— Task objective —
When you set down the entries, keep every word exactly as it is but drop the pictures.
___ Extracted entries
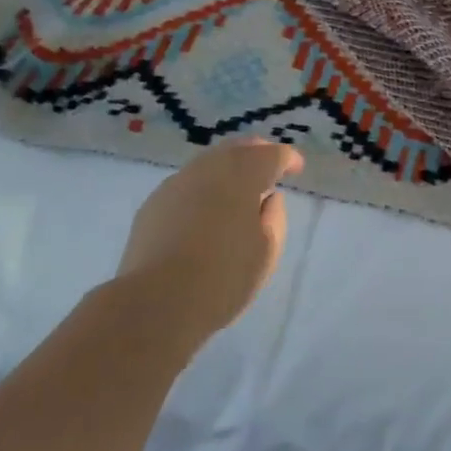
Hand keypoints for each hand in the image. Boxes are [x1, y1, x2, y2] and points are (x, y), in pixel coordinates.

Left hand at [116, 139, 304, 337]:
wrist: (156, 302)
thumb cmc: (222, 277)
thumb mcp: (266, 252)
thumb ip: (274, 218)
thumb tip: (269, 199)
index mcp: (243, 175)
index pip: (272, 154)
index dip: (288, 158)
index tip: (297, 168)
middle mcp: (209, 168)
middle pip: (238, 148)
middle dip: (257, 153)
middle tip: (269, 168)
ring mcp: (177, 182)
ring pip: (209, 162)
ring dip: (228, 169)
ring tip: (238, 188)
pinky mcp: (154, 202)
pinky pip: (187, 183)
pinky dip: (204, 187)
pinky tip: (205, 208)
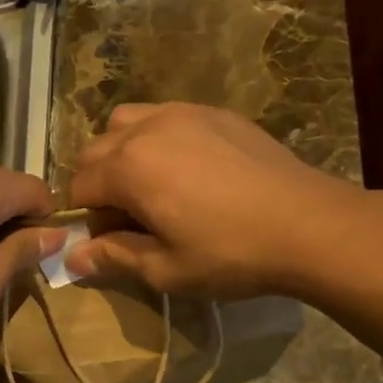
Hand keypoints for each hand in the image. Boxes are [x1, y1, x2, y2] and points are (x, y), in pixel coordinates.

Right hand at [66, 103, 360, 298]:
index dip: (85, 218)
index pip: (78, 186)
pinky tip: (191, 171)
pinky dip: (159, 140)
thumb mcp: (165, 270)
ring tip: (152, 186)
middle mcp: (147, 128)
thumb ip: (113, 257)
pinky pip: (167, 117)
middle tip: (129, 218)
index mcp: (128, 167)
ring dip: (123, 152)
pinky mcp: (216, 113)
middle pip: (95, 149)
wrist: (308, 225)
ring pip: (127, 122)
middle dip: (98, 183)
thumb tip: (73, 259)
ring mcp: (184, 113)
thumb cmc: (230, 254)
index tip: (109, 241)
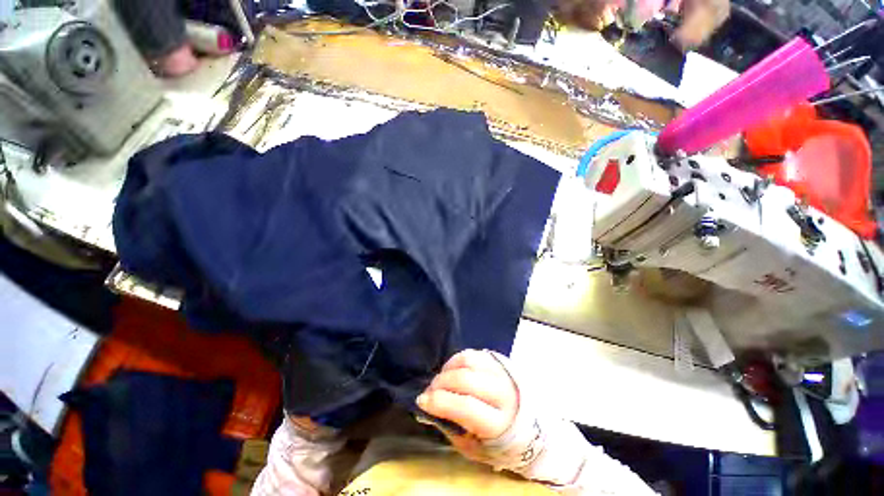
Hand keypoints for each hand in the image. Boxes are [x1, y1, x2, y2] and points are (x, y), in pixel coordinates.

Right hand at [417, 349, 518, 439]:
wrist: (528, 420)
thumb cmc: (497, 441)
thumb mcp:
______
— Result below —
Hand keypoints for each hand in the image. Boxes are [x1, y1, x2, y2] and points are (x, y), in pixel coordinates.

Left hand at [116, 139, 304, 337]:
wrist: (156, 302)
thumb cmc: (222, 277)
thumb mcp: (266, 252)
thumb ip: (274, 218)
thumb tip: (269, 199)
index mcp: (243, 175)
index pip: (272, 154)
index dip: (288, 158)
index tip: (297, 168)
middle mcp: (209, 168)
middle pip: (238, 148)
middle dip: (257, 153)
middle tip: (269, 168)
ring mcp: (177, 182)
ring pip: (209, 162)
ring dip: (228, 169)
ring tip: (238, 188)
pinky mcp: (154, 202)
pinky pip: (187, 183)
pinky dip: (204, 187)
pinky tip: (205, 208)
Hand keypoints for each hand in the image. Boxes are [x1, y1, x2, y2] and points are (x, y), in pixel coordinates.

Right hand at [66, 103, 360, 298]:
index dip: (85, 218)
index pip: (78, 186)
pinky tip: (191, 171)
pinky dip: (159, 140)
thumb mcp: (165, 270)
ring tip: (152, 186)
middle mcp: (147, 128)
thumb ip: (113, 257)
pinky pip: (167, 117)
middle tip: (129, 218)
index mcp: (128, 167)
ring dip: (123, 152)
pinky mcp: (216, 113)
middle pip: (95, 149)
wrist: (308, 225)
ring pip: (127, 122)
middle dip: (98, 183)
thumb tip: (73, 259)
ring mcp: (184, 113)
thumb cmc: (230, 254)
index tip: (109, 241)
Hand keypoints for each hand in the image. Boxes are [x1, y1, x2, y2] and points are (x, y), in pixel coordinates.

Right hand at [417, 349, 518, 439]:
wrist: (528, 420)
thumb cmc: (497, 441)
thumb mcp:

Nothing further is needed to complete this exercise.